Motor protein functions like adenosine triphosphate (ATP) hydrolysis or translocation along molecular substrates take place at nanometric scales and consequently depend on the amount of available thermal energy. The associated rates can hence be investigated by actively varying the temperature conditions. In this article, a thermally controlled magnetic tweezers (MT) system for single-molecule experiments at up to 40 °C is presented. Its compact thermostat module yields a precision of 0.1 °C and can in principle be tailored to any other surface-coupled microscopy technique, such as tethered particle motion (TPM), nanopore-based sensing of biomolecules, or super-resolution fluorescence imaging.
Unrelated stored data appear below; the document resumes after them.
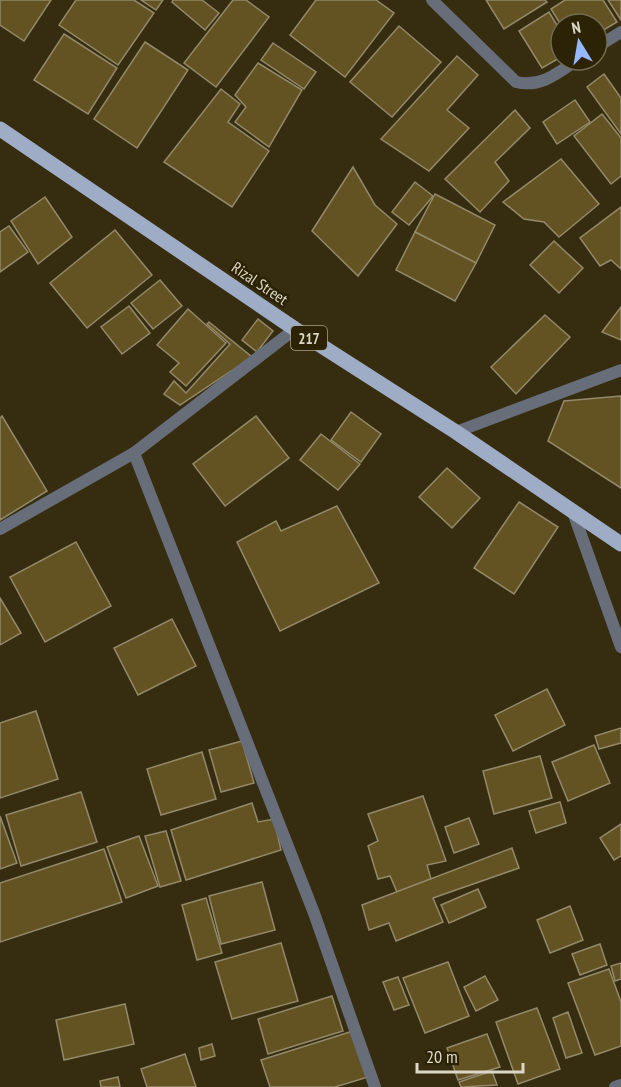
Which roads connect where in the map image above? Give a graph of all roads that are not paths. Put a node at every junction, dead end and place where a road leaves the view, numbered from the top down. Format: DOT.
graph roads {
  1 [pos="432,0"];
  2 [pos="559,72"];
  3 [pos="0,129"];
  4 [pos="295,329"];
  5 [pos="621,370"];
  6 [pos="456,432"];
  7 [pos="134,453"];
  8 [pos="573,512"];
  9 [pos="0,530"];
  10 [pos="621,544"];
  11 [pos="621,647"];
  12 [pos="621,1085"];
  13 [pos="375,1087"];
  14 [pos="615,1087"];
  1 -- 2 [label="street"];
  3 -- 4 [label="main road, Rizal Street / 217"];
  4 -- 6 [label="main road, Rizal Street / 217"];
  4 -- 7 [label="street"];
  5 -- 6 [label="street"];
  6 -- 8 [label="main road, Rizal Street / 217"];
  7 -- 9 [label="street"];
  7 -- 13 [label="street"];
  8 -- 10 [label="main road, Rizal Street / 217"];
  8 -- 11 [label="street"];
  12 -- 14 [label="street"];
}
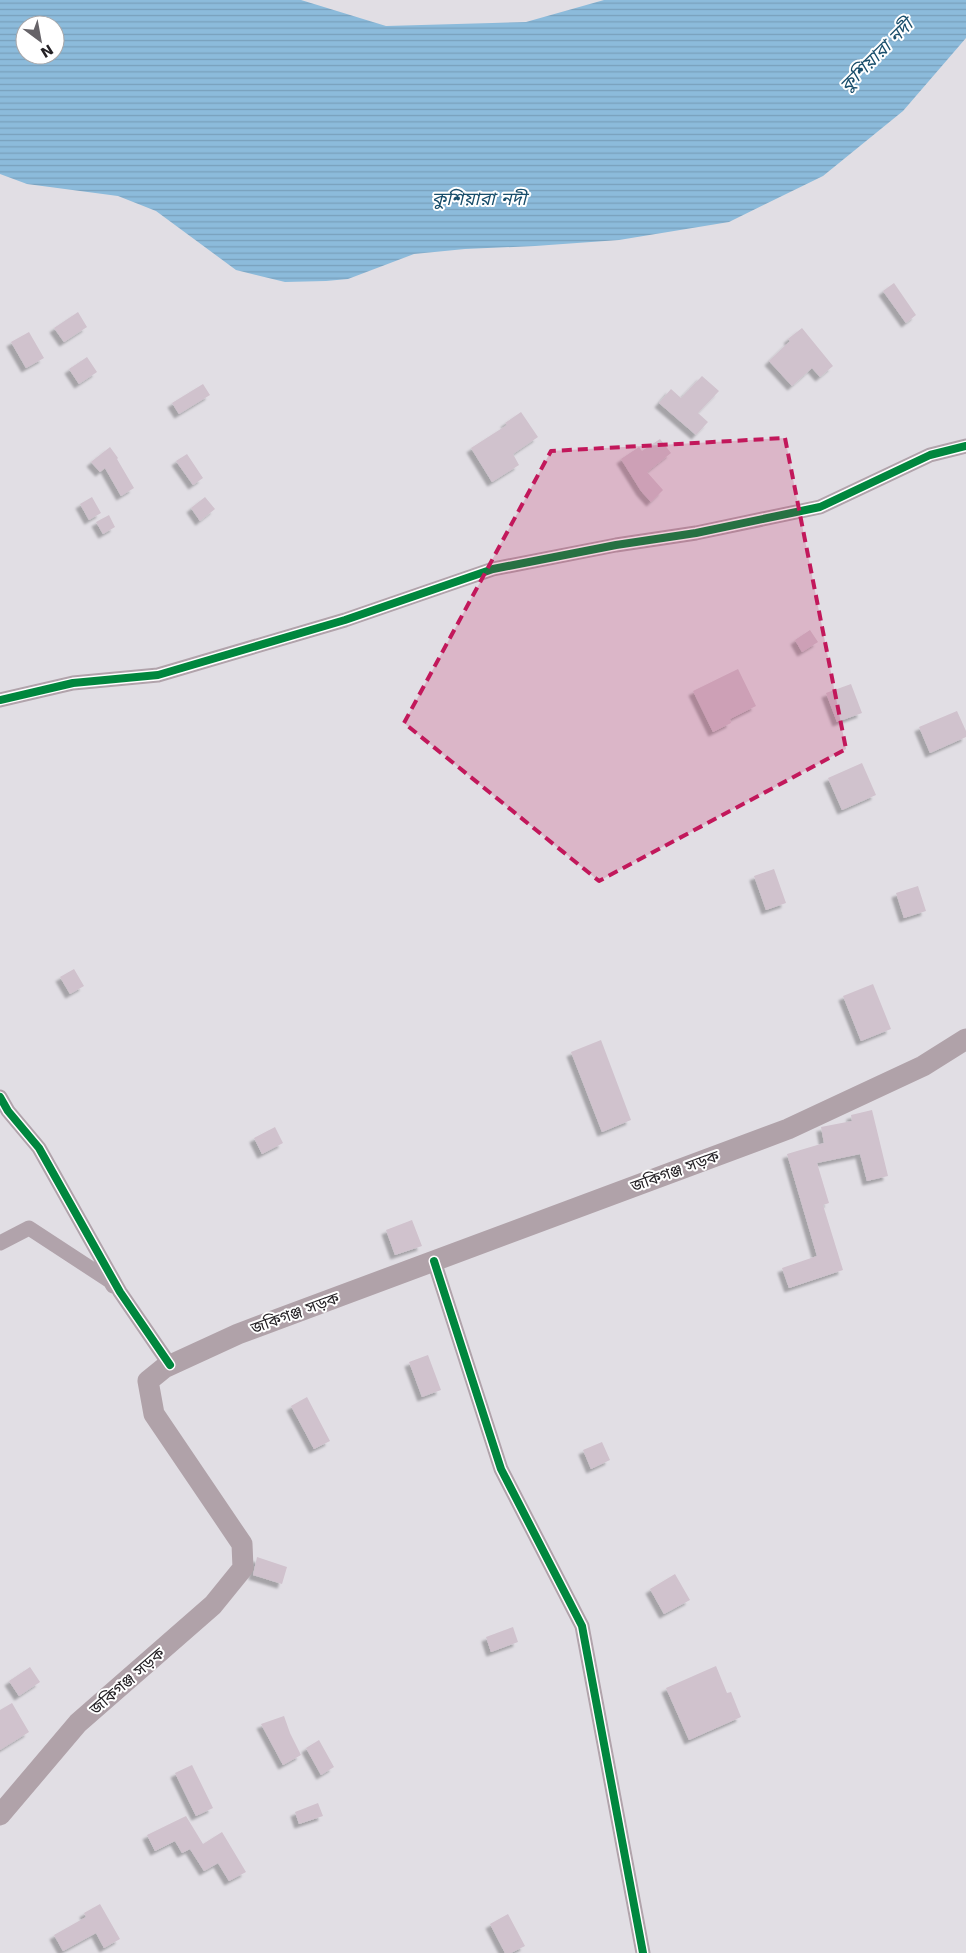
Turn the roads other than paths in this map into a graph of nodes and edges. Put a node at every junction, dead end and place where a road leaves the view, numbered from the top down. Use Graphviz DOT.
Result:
graph roads {
  1 [pos="966,446"];
  2 [pos="0,700"];
  3 [pos="966,1039"];
  4 [pos="0,1097"];
  5 [pos="0,1243"];
  6 [pos="434,1261"];
  7 [pos="167,1367"];
  8 [pos="0,1815"];
  9 [pos="643,1953"];
  1 -- 2 [label="street"];
  3 -- 6 [label="main road, জকিগঞ্জ সড়ক"];
  4 -- 7 [label="street"];
  5 -- 7 [label="street"];
  6 -- 7 [label="main road, জকিগঞ্জ সড়ক"];
  6 -- 9 [label="street"];
  7 -- 8 [label="main road, জকিগঞ্জ সড়ক"];
}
The instrument is used to examine the temperature dependence of translocation along double-stranded (ds)DNA by individual copies of the protein complex AddAB, a helicase-nuclease motor involved in dsDNA break repair. Despite moderately lower mean velocities measured at sub-saturating ATP concentrations, almost identical estimates of the enzymatic reaction barrier (around 21-24 k(B)T) are obtained by comparing results from MT and stopped-flow bulk assays. Single-molecule rates approach ensemble values at optimized chemical energy conditions near the motor, which can withstand opposing loads of up to 14 piconewtons (pN). Having proven its reliability, the temperature-controlled MT described herein will eventually represent a routinely applied method within the toolbox for nano-biotechnology.